Emerging evidence suggests that the immunosuppressive activity of PD-L1 is not restricted to acute inflammation. Indeed, the PD-1/PD-L1 pathway restrains chronic inflammation and downstream tissue injury in several autoimmune diseases, such as diabetes mellitus type I or systemic lupus erythematosus, among others 9, 10. Similarly, during tumor development, the immune system efficiently recognizes the tumor cells as 'foreign' by detecting the mutated or overexpressed proteins that can produce tumor-specific neoantigens at their cell surface 3, 8. Here again, PD-L1 is expressed by tumor cells to regulate immune attack 7. Herein lies the rationale for blocking checkpoint molecules with immunotherapies (the so-called immune checkpoint inhibitors) to restore antitumor T cell surveillance, now approved by the Federal Drug Administration (FDA) for cancer treatment 7. Nowadays, the major clinical impact of immunotherapies targeting PD-1/PD-L1 has changed the landscape of cancer treatment. However, a substantial percentage of patients do not benefit from these treatments 11. Based on the high response rates of patients with PD-L1-positive tumors, a high level of PD-L1 expression within a tumor was the first FDA approved predictive biomarker for the selection of patients who were likely to respond to anti-PD-1/PD-L1 immunotherapies 12, 13.

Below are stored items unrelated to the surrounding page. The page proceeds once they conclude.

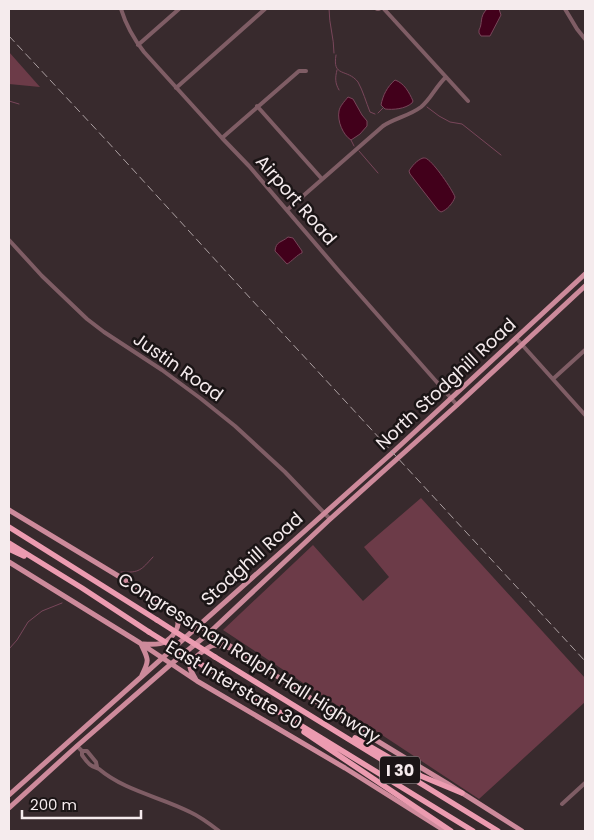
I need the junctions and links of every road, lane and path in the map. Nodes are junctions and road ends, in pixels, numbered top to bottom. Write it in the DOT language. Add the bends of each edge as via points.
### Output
graph roads {
  1 [pos="121,9"];
  2 [pos="179,9"];
  3 [pos="265,9"];
  4 [pos="384,9"];
  5 [pos="565,9"];
  6 [pos="585,39"];
  7 [pos="138,45"];
  8 [pos="306,71"];
  9 [pos="446,77"];
  10 [pos="176,88"];
  11 [pos="468,101"];
  12 [pos="257,106"];
  13 [pos="222,138"];
  14 [pos="322,180"];
  15 [pos="286,210"];
  16 [pos="9,240"];
  17 [pos="585,274"];
  18 [pos="585,286"];
  19 [pos="516,338"];
  20 [pos="522,345"];
  21 [pos="585,350"];
  22 [pos="552,379"];
  23 [pos="451,398"];
  24 [pos="457,405"];
  25 [pos="585,415"];
  26 [pos="9,510"];
  27 [pos="324,513"];
  28 [pos="330,519"];
  29 [pos="9,522"];
  30 [pos="9,527"];
  31 [pos="9,543"];
  32 [pos="9,548"];
  33 [pos="9,562"];
  34 [pos="44,565"];
  35 [pos="72,566"];
  36 [pos="173,609"];
  37 [pos="198,626"];
  38 [pos="209,633"];
  39 [pos="140,643"];
  40 [pos="235,649"];
  41 [pos="162,658"];
  42 [pos="171,664"];
  43 [pos="140,678"];
  44 [pos="197,681"];
  45 [pos="301,710"];
  46 [pos="277,711"];
  47 [pos="77,746"];
  48 [pos="585,782"];
  49 [pos="462,793"];
  50 [pos="9,795"];
  51 [pos="562,804"];
  52 [pos="9,808"];
  53 [pos="219,831"];
  54 [pos="446,831"];
  55 [pos="451,831"];
  56 [pos="473,831"];
  57 [pos="498,831"];
  58 [pos="522,831"];
  1 -- 7 [label="street, Airport Road"];
  2 -- 7 [label="street"];
  3 -- 10 [label="street"];
  4 -- 9 [label="street"];
  5 -- 6 [label="street"];
  7 -- 10 [label="street, Airport Road"];
  8 -- 12 [label="street" via="299,71"];
  9 -- 11 [label="street"];
  9 -- 14 [label="street" via="422,106 383,126"];
  10 -- 13 [label="street, Airport Road"];
  12 -- 13 [label="street"];
  12 -- 14 [label="street"];
  13 -- 15 [label="street, Airport Road"];
  14 -- 15 [label="street"];
  15 -- 23 [label="street, Airport Road"];
  16 -- 27 [label="street, Justin Road" via="87,320 214,409 286,472"];
  17 -- 19 [label="main road, North Stodghill Road"];
  18 -- 20 [label="main road, North Stodghill Road"];
  19 -- 20 [label="street"];
  19 -- 23 [label="main road, North Stodghill Road"];
  20 -- 22 [label="street"];
  20 -- 24 [label="main road, North Stodghill Road"];
  21 -- 22 [label="street"];
  22 -- 25 [label="street"];
  23 -- 24 [label="street, Airport Road"];
  23 -- 27 [label="main road, North Stodghill Road"];
  24 -- 28 [label="main road, North Stodghill Road"];
  26 -- 36 [label="main road, East Interstate 30"];
  27 -- 28 [label="street, Justin Road"];
  27 -- 37 [label="main road, Stodghill Road"];
  28 -- 38 [label="main road, Stodghill Road"];
  29 -- 35 [label="highway"];
  30 -- 35 [label="highway, Congressman Ralph Hall Highway / I 30"];
  31 -- 34 [label="highway, Congressman Ralph Hall Highway / I 30"];
  32 -- 34 [label="highway"];
  33 -- 39 [label="main road, East Interstate 30"];
  34 -- 46 [label="highway, Congressman Ralph Hall Highway / I 30, bridge"];
  35 -- 45 [label="highway, Congressman Ralph Hall Highway / I 30, bridge"];
  36 -- 37 [label="main road, East Interstate 30"];
  36 -- 39 [label="main road" via="178,624 170,638 158,645"];
  37 -- 38 [label="main road, East Interstate 30"];
  37 -- 41 [label="main road, Stodghill Road"];
  38 -- 40 [label="main road, East Interstate 30"];
  38 -- 42 [label="main road, Stodghill Road"];
  39 -- 41 [label="main road, East Interstate 30"];
  39 -- 43 [label="main road" via="147,664"];
  40 -- 44 [label="main road" via="214,645 198,655 190,665"];
  40 -- 49 [label="main road, East Interstate 30"];
  41 -- 42 [label="main road, East Interstate 30"];
  41 -- 43 [label="main road, Stodghill Road"];
  42 -- 44 [label="main road, East Interstate 30"];
  42 -- 47 [label="main road, Stodghill Road"];
  43 -- 50 [label="main road, Stodghill Road"];
  44 -- 54 [label="main road, East Interstate 30"];
  45 -- 49 [label="highway" via="421,776"];
  45 -- 57 [label="highway, Congressman Ralph Hall Highway / I 30"];
  46 -- 55 [label="highway"];
  46 -- 56 [label="highway, Congressman Ralph Hall Highway / I 30"];
  47 -- 52 [label="main road, Stodghill Road"];
  47 -- 53 [label="street" via="91,766 130,787 192,812"];
  48 -- 51 [label="street"];
  49 -- 58 [label="main road, East Interstate 30"];
}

The PD-1/PD-L1 axis in thyroid diseases
Notwithstanding the clinical interest of PD-1/PD-L1 in autoimmunity and malignancies, their role in thyroid diseases remains poorly understood. The purpose of this literature review is to discuss the potential involvement of the PD-1/PD-L1 couple in thyroid pathogenesis and to clarify their role as a biomarker, and therapeutic target, particularly for the challenging management of aggressive thyroid lesions.

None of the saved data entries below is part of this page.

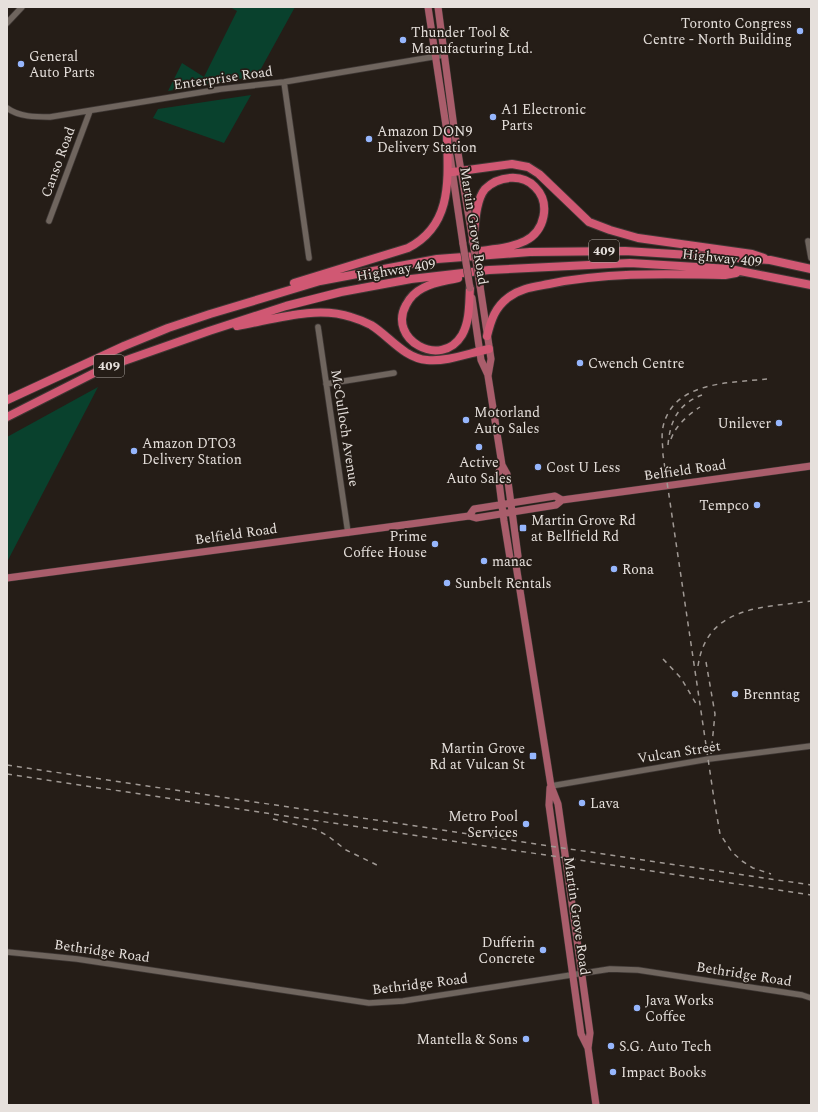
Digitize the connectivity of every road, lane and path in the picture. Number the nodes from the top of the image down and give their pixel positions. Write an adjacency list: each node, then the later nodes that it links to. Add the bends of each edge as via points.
1 (22, 7): 4 (street)
2 (428, 7): 6 (main road, Martin Grove Road)
3 (438, 7): 5 (main road, Martin Grove Road)
4 (7, 23)
5 (444, 55): 6 (street, Enterprise Road); 11 (main road, Martin Grove Road)
6 (435, 56): 7 (street, Enterprise Road); 10 (main road, Martin Grove Road)
7 (284, 82): 9 (street, Enterprise Road, via 221,89); 16 (street)
8 (7, 108): 9 (street, Enterprise Road, via 31,117)
9 (90, 112): 12 (street, Canso Road)
10 (447, 135): 11 (main road, Martin Grove Road); 24 (highway, via 448,174 443,205 437,223 420,242 387,255 279,287)
11 (457, 171): 14 (main road, Martin Grove Road); 18 (highway, via 512,164 528,167 539,174 589,222 638,238 752,254); 23 (main road, Martin Grove Road, bridge, via 463,244)
12 (49, 221)
13 (808, 241): 15 (street)
14 (473, 242): 17 (highway, via 479,201 486,189 498,180 513,177 535,186 544,204 544,216 541,226 525,241); 27 (main road, Martin Grove Road, bridge)
15 (811, 257)
16 (309, 258)
17 (437, 259): 18 (highway, Highway 409 / 409, via 530,252 625,251); 24 (highway, Highway 409 / 409, via 320,281)
18 (770, 260): 19 (highway, Highway 409 / 409)
19 (811, 269)
20 (489, 270): 21 (highway, Highway 409 / 409, via 630,263); 23 (highway, via 434,283 411,297 402,320 403,328 409,337 426,350 438,351 454,343 464,330); 26 (highway, Highway 409 / 409, via 411,279 341,292)
21 (744, 271): 22 (highway, Highway 409 / 409); 27 (highway, via 725,275 631,274 566,280 523,289 508,297 496,310)
22 (811, 285)
23 (470, 288): 29 (main road, Martin Grove Road)
24 (210, 314): 33 (highway, Highway 409 / 409, via 124,346)
25 (318, 327): 32 (street, McCulloch Avenue)
26 (209, 330): 29 (highway, via 299,314 336,313 351,316 371,325 419,359 442,360); 34 (highway, Highway 409 / 409, via 104,368)
27 (487, 336): 28 (main road, Martin Grove Road)
28 (489, 349): 29 (highway); 31 (main road, Martin Grove Road, via 491,358)
29 (480, 351): 31 (main road, Martin Grove Road)
30 (394, 374): 32 (street)
31 (488, 376): 35 (main road, Martin Grove Road)
32 (326, 384): 43 (street, McCulloch Avenue)
33 (7, 400)
34 (7, 416)
35 (502, 465): 38 (main road, Martin Grove Road, via 507,474); 39 (main road, Martin Grove Road, via 498,474)
36 (811, 466): 37 (main road, Belfield Road)
37 (562, 500): 38 (main road, Belfield Road, via 555,496); 40 (main road, Belfield Road, via 556,505)
38 (511, 503): 39 (main road, Belfield Road); 40 (main road, Martin Grove Road)
39 (502, 504): 41 (main road, Martin Grove Road); 42 (main road, Belfield Road, via 474,509)
40 (512, 512): 41 (main road, Belfield Road); 44 (main road, Martin Grove Road, via 518,556)
41 (503, 513): 42 (main road, Belfield Road, via 476,518); 44 (main road, Martin Grove Road, via 510,558)
42 (469, 516): 43 (main road, Belfield Road)
43 (348, 532): 45 (main road, Belfield Road)
44 (516, 565): 47 (main road, Martin Grove Road)
45 (7, 578)
46 (811, 746): 47 (street, Vulcan Street, via 709,759)
47 (551, 786): 49 (main road, Martin Grove Road, via 558,804); 50 (main road, Martin Grove Road, via 548,805)
48 (7, 952): 50 (street, Bethridge Road, via 77,959 369,1002 403,1000)
49 (581, 974): 50 (street, Bethridge Road); 51 (street, Bethridge Road, via 610,969 638,970); 52 (main road, Martin Grove Road, via 590,1033)
50 (573, 975): 52 (main road, Martin Grove Road, via 581,1034)
51 (811, 998)
52 (588, 1048): 53 (main road, Martin Grove Road)
53 (596, 1105)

Method of the systematic review
One author (G.D'A) performed a comprehensive literature search of the articles published in English or French using the Medline/PubMed, EMBASE, ResearchGate, and Cochrane Library databases up to May 1, 2020. Manual search through the reference lists of the articles and related reviews was also conducted. The selected studies had to focus on i) thyroid dysfunction related to ICIs, ii) PD-1/PD-L1 expression in AITD, iii) all types of TC, and benign thyroid lesions or iv) pre-clinical and clinical use of ICIs for the treatment of TC. Original articles were included, but also the latest reviews and meta-analysis containing the newest or most relevant information. All the methods for measuring PD‑1/PD‑L1 expression on tumor cells and/or tumor-infiltrating lymphocytes (TILs) in primary cancer tissues (on the cell membrane, cytoplasm, or both) were accepted. A total of 162 records were identified, screened, and 106 were excluded (1 Non-English Non-French, 79 irrelevant or not specific enough, 26 duplicate studies). Of the 56 studies included, there were five systematic reviews and meta-analyses. From each included study, the extracted data concerned the characteristics of PD‑1/PD-L1 evaluation, the number of patients and their clinicopathological features and outcome (progression-free survival (PFS) and overall survival (OS)).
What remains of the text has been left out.